We actually used this feature for the excerpt text on our Postmodern Pixels archive layout in Design Cloud. Take note of how the text starts as 2 columns, then breaks to 1 at some point, and then when the layout shifts on mobile it goes back up to 2 columns because it has more space again, and then ultimately back down to 1. When leveraging these features properly, it allows users to achieve all sorts of amazing auto-responsive layouts that would otherwise be quite cumbersome to manage manually.

Anyway, hopefully that all helps give a little more context. Thanks again for writing in and do let me know if you have any further questions!

Hey Kory,

Thanks for the very detailed reply and explanation on the Text Columns, pretty cool stuff.

The main purpose that I thought this would be ideal for the Text Element as well would be for short descriptions on product grid layouts such as the below:

Where sometimes short descriptions are longer than you would really want them so adding a line-clampgives it a nice clean look across all product descriptions.

Would love it if it could be more accessible in the builder rather than custom code it.
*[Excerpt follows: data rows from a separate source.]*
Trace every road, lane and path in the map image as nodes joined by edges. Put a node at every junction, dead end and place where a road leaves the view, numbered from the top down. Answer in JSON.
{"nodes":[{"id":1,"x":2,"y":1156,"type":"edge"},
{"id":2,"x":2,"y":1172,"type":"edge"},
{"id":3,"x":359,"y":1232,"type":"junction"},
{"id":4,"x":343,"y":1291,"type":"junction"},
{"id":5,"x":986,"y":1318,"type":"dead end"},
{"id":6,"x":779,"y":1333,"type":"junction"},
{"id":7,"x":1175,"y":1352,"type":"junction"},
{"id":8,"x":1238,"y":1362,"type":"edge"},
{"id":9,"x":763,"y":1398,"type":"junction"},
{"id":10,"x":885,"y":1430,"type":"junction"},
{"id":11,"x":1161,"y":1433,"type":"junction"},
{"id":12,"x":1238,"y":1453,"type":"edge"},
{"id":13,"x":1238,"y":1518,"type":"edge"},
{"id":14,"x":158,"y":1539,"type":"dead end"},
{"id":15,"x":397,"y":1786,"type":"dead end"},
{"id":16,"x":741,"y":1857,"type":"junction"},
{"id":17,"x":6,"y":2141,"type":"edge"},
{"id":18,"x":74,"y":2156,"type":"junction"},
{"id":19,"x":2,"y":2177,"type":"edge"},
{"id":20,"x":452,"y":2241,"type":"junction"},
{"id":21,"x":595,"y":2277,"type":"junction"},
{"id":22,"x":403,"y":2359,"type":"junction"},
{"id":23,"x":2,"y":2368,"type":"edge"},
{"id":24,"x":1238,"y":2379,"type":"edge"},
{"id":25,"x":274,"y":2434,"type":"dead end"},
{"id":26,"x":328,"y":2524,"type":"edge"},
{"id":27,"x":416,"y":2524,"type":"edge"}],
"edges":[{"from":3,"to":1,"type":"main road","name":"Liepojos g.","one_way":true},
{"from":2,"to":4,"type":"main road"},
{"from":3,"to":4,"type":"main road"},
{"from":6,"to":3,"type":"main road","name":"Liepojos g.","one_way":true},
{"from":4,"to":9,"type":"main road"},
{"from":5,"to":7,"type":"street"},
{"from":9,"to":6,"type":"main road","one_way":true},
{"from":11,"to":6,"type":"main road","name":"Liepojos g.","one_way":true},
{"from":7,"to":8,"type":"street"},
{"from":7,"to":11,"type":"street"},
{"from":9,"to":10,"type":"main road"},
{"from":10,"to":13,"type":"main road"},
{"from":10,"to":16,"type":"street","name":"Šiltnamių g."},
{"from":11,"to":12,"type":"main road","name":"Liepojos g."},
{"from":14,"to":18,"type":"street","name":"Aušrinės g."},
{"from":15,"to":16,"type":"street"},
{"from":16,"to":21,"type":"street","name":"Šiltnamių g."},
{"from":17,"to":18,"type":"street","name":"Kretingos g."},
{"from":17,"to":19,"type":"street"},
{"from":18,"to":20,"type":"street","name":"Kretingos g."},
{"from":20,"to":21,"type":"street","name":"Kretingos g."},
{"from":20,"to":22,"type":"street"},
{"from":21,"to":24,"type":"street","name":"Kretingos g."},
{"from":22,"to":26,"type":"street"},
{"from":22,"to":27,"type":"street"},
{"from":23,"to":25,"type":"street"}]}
Thanks for considering it anyway. Looking forward to hearing back on this

@Maratopia_Digital, no problem at all! The thing to keep in mind as well is that even though the Element is labeled “Headline,” it can still be used for something like what you’re describing here (a line clamped short excerpt). Since the Headline Element gives you control over the wrapping Element to some extent, it doesn’t always have to be in a <h*> tag. If the line-clamp feature gets added, it would likely be to the Headline because of the way it’s meant to function, but I it might possibly work in the Text Element as well, I’d just have to see what might work best. Either way, you’d be able to use it for exactly the situation you’re describing here. We will keep you posted if that somehow makes it into this release, but the primary focus of everything at the moment is on responsive styling, so we will have to see.

Thanks again for your input!

Hey @kory,

Ah, that is true, I guess I’m just so used to the Headline being more of a Heading that I forget it can actually be just ordinary text as well. Thanks for considering it though, and hopefully it gets added at some point. But I do understand that it is more of a nice to have than an actual necessity.

:+1: No worries! Definitely something we want to look into, just need to find the time and also consider browser support as it’s still a bit wonky at this time. I tested this some yesterday on CodePen and it’s pretty much webkit specific at this point until the new CSS3 spec for an updated line-clamp property gets implemented. You can see that here:

It basically requires all of these properties:

p {
  overflow: hidden;
  display: -webkit-box;
  -webkit-line-clamp: 4;
  -webkit-box-orient: vertical;
}

So as mentioned, it’s very vendor-specific, but with most browsers supporting the webkit prefix these days (even Firefox in some instances…and now Edge since they’ve gone WebKit), it could work. I just want to do some more research before introducing something like that into the tool.

Just wanted to give you a bit more perspective there, hopefully that helps!